Work task –
Give only the number of lines below that contain the word "Maci".

⁂

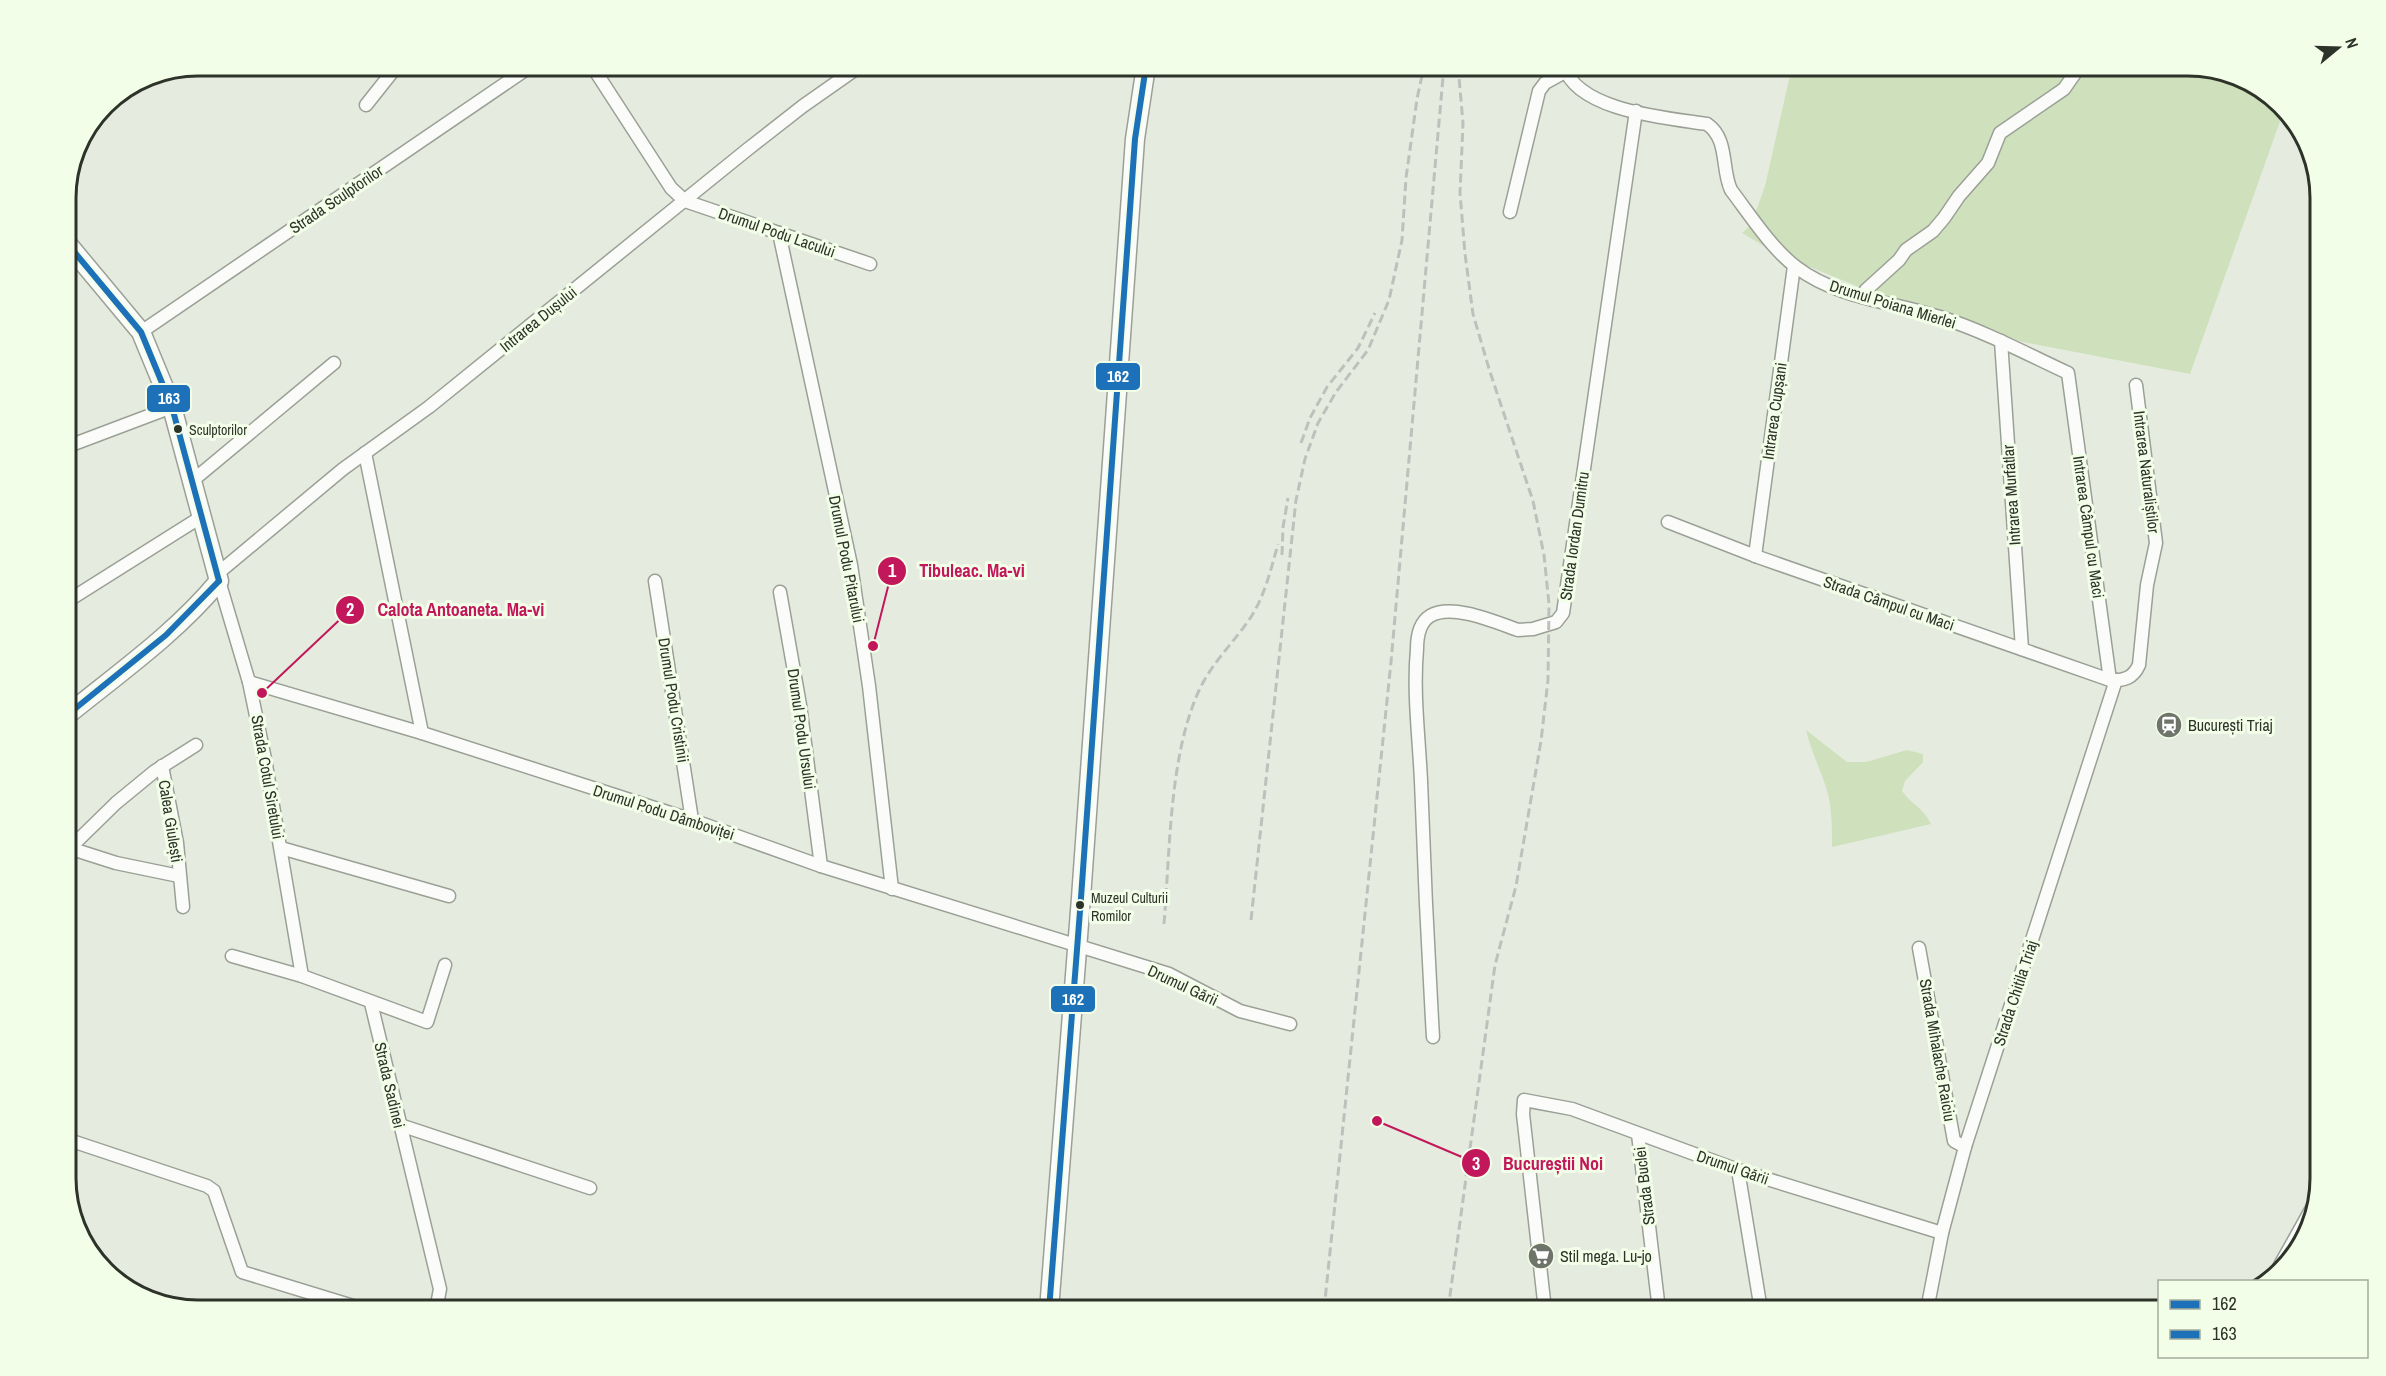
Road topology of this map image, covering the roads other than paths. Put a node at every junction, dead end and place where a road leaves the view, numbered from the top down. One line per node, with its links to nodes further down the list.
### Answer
1 (388, 77): 9 (street)
2 (515, 77): 18 (street, Strada Sculptorilor)
3 (599, 77): 11 (street)
4 (844, 77): 11 (street, Intrarea Dușului)
5 (1144, 77): 50 (main road)
6 (1554, 77): 12 (street)
7 (1569, 77): 10 (street, Drumul Poiana Mierlei)
8 (2072, 77): 17 (street)
9 (366, 105)
10 (1636, 111): 16 (street, Drumul Poiana Mierlei); 57 (street, Strada Iordan Dumitru)
11 (685, 201): 13 (street, Drumul Podu Lacului); 25 (street, Intrarea Dușului)
12 (1510, 212)
13 (779, 233): 15 (street, Drumul Podu Lacului); 47 (street, Drumul Podu Pitarului)
14 (77, 255): 18 (main road)
15 (870, 264)
16 (1794, 266): 17 (street, Drumul Poiana Mierlei); 29 (street, Intrarea Cupșani)
17 (1862, 297): 19 (street, Drumul Poiana Mierlei)
18 (141, 332): 23 (main road)
19 (2001, 341): 21 (street, Drumul Poiana Mierlei); 34 (street, Intrarea Murfatlar)
20 (334, 363): 26 (street)
21 (2068, 374): 35 (street, Intrarea Câmpul cu Maci)
22 (2136, 385): 35 (street, Intrarea Naturaliștilor)
23 (172, 408): 24 (street); 26 (main road)
24 (77, 443)
25 (365, 453): 30 (street, Intrarea Dușului); 38 (street)
26 (191, 482): 27 (main road)
27 (201, 517): 30 (main road); 33 (street)
28 (1668, 522): 29 (street, Strada Câmpul cu Maci)
29 (1755, 556): 34 (street, Strada Câmpul cu Maci)
30 (218, 578): 36 (street, Strada Cotul Siretului); 37 (main road)
31 (655, 581): 41 (street, Drumul Podu Cristinii)
32 (780, 592): 45 (street, Drumul Podu Ursului)
33 (77, 595)
34 (2022, 649): 35 (street, Strada Câmpul cu Maci)
35 (2113, 680): 61 (street, Strada Chitila Triaj)
36 (249, 682): 38 (street, Drumul Podu Dâmboviței); 43 (street, Strada Cotul Siretului)
37 (77, 707)
38 (422, 734): 41 (street, Drumul Podu Dâmboviței)
39 (196, 745): 40 (street, Calea Giulești)
40 (162, 766): 42 (street, Calea Giulești); 46 (street, Calea Giulești)
41 (692, 820): 45 (street, Drumul Podu Dâmboviței)
42 (77, 840)
43 (281, 848): 48 (street); 54 (street, Strada Cotul Siretului)
44 (77, 851): 46 (street, Calea Giulești)
45 (821, 866): 47 (street, Drumul Podu Dâmboviței)
46 (179, 876): 49 (street, Calea Giulești)
47 (892, 889): 50 (street, Drumul Podu Dâmboviței)
48 (449, 896)
49 (183, 907)
50 (1077, 944): 56 (street, Drumul Gării); 67 (main road)
51 (1919, 948): 61 (street, Strada Mihalache Raiciu)
52 (232, 956): 54 (street)
53 (446, 965): 55 (street)
54 (303, 976): 55 (street)
55 (371, 1002): 58 (street, Strada Sadinei)
56 (1290, 1024)
57 (1432, 1037)
58 (400, 1125): 63 (street); 66 (street, Strada Sadinei)
59 (1638, 1134): 62 (street, Drumul Gării); 68 (street, Drumul Gării); 69 (street, Strada Buclei)
60 (77, 1143): 65 (street)
61 (1965, 1147): 64 (street, Strada Chitila Triaj)
62 (1738, 1170): 64 (street, Drumul Gării); 70 (street)
63 (590, 1188)
64 (1942, 1233): 71 (street, Strada Chitila Triaj)
65 (328, 1300)
66 (438, 1300)
67 (1050, 1300)
68 (1544, 1300)
69 (1658, 1300)
70 (1759, 1300)
71 (1929, 1300)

⁂

Answer section –
4